Data records:
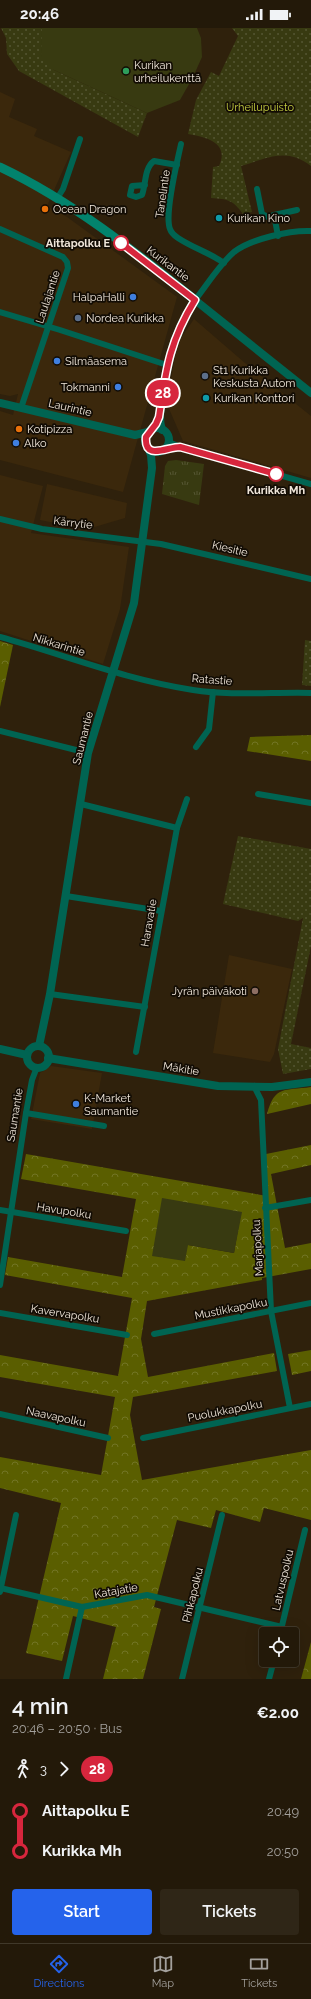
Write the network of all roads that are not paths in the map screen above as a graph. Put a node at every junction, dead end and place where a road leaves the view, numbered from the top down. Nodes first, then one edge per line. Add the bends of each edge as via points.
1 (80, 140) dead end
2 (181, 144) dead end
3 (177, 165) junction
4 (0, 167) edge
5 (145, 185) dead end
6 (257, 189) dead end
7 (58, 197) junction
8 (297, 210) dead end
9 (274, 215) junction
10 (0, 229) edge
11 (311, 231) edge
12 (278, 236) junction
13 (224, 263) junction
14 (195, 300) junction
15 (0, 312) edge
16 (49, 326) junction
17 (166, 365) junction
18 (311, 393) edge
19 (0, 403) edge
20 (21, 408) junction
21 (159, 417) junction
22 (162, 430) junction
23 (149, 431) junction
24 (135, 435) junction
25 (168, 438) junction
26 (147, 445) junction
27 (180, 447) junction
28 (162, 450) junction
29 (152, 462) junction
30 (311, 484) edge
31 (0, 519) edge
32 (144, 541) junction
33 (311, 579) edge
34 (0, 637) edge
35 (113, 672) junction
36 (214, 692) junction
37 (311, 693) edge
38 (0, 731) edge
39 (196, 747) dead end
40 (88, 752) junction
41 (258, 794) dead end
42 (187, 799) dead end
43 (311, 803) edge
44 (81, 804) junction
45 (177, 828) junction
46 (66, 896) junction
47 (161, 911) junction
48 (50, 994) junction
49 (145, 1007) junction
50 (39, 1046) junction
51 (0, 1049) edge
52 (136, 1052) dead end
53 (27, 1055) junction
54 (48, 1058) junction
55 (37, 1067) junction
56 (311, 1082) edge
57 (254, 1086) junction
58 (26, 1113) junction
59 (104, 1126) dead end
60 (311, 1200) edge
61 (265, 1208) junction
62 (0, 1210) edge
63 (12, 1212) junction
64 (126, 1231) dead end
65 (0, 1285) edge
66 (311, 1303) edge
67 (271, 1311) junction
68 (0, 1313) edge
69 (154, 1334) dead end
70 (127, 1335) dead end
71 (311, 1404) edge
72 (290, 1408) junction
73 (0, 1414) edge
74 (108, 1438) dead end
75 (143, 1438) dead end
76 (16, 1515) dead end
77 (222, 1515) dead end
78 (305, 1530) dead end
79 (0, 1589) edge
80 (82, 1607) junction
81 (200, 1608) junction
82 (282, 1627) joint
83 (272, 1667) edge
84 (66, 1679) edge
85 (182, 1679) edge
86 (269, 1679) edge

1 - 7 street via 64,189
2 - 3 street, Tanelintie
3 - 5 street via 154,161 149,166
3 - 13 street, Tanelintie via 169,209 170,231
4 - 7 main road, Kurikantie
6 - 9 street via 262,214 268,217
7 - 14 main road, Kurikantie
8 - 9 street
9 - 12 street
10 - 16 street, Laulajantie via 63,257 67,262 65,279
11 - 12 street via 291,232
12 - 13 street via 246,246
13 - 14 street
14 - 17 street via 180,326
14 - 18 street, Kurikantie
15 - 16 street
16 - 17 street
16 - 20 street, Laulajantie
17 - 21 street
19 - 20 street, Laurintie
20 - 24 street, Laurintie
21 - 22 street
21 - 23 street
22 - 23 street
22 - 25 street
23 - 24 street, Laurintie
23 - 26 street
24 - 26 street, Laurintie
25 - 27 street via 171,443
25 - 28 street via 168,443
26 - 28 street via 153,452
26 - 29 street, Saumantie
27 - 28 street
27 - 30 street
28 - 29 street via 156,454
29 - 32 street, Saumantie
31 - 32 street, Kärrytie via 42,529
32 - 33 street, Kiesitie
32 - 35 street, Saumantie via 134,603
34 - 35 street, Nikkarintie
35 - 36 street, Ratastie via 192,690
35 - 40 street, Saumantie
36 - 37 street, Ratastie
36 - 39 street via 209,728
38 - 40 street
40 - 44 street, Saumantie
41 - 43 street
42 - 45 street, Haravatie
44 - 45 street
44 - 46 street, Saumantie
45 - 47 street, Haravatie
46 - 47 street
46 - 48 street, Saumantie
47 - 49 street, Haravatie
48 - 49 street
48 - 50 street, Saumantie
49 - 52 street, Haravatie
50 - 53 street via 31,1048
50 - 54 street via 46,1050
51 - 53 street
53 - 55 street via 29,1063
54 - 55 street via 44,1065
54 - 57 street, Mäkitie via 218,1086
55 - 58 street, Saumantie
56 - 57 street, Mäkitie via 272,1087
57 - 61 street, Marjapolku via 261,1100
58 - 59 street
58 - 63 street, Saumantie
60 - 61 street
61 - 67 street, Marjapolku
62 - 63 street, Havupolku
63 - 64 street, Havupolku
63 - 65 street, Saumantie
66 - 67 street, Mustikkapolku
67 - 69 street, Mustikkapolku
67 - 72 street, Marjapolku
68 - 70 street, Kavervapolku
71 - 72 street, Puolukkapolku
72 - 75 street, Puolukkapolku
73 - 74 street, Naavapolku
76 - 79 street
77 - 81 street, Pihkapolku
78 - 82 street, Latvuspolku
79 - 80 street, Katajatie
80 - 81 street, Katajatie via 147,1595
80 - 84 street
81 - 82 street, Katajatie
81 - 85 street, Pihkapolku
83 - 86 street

==

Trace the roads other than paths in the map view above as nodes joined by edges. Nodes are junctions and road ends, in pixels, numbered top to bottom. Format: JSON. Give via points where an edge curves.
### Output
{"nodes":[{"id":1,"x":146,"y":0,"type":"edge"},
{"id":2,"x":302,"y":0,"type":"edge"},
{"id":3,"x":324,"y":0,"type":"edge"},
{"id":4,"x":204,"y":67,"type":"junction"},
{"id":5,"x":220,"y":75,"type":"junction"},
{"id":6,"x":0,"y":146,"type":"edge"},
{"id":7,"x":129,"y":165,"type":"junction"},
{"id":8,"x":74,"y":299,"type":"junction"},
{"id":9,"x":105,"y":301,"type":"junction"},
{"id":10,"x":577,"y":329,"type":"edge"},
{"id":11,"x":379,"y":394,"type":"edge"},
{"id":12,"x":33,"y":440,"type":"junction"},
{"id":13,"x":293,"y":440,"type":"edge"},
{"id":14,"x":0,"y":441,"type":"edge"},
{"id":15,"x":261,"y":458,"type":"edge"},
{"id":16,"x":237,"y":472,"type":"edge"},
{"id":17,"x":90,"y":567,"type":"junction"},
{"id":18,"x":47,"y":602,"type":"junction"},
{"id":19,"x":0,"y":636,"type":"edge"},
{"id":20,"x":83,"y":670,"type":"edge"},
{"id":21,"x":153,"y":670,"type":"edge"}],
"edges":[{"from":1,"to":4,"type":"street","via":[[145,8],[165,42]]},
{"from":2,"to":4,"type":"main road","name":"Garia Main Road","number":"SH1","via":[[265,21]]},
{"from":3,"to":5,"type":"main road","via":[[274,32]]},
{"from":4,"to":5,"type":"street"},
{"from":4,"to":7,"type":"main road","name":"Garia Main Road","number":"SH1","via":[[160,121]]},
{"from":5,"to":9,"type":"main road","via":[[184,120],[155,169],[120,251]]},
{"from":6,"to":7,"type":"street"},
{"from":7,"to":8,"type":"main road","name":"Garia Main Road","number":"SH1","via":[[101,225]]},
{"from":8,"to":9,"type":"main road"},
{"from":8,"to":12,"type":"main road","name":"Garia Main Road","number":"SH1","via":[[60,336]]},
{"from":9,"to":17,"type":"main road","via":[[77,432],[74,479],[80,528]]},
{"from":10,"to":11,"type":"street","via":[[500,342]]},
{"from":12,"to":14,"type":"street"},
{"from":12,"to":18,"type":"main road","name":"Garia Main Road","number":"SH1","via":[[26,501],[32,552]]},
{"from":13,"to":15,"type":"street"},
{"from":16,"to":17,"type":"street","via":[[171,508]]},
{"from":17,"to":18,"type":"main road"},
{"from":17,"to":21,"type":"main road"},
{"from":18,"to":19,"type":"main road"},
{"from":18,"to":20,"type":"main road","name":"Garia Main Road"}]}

Your objective:
Please work out how many lines of the listing hold the word "Haravatie" and reply with only that number.

Completed task:
4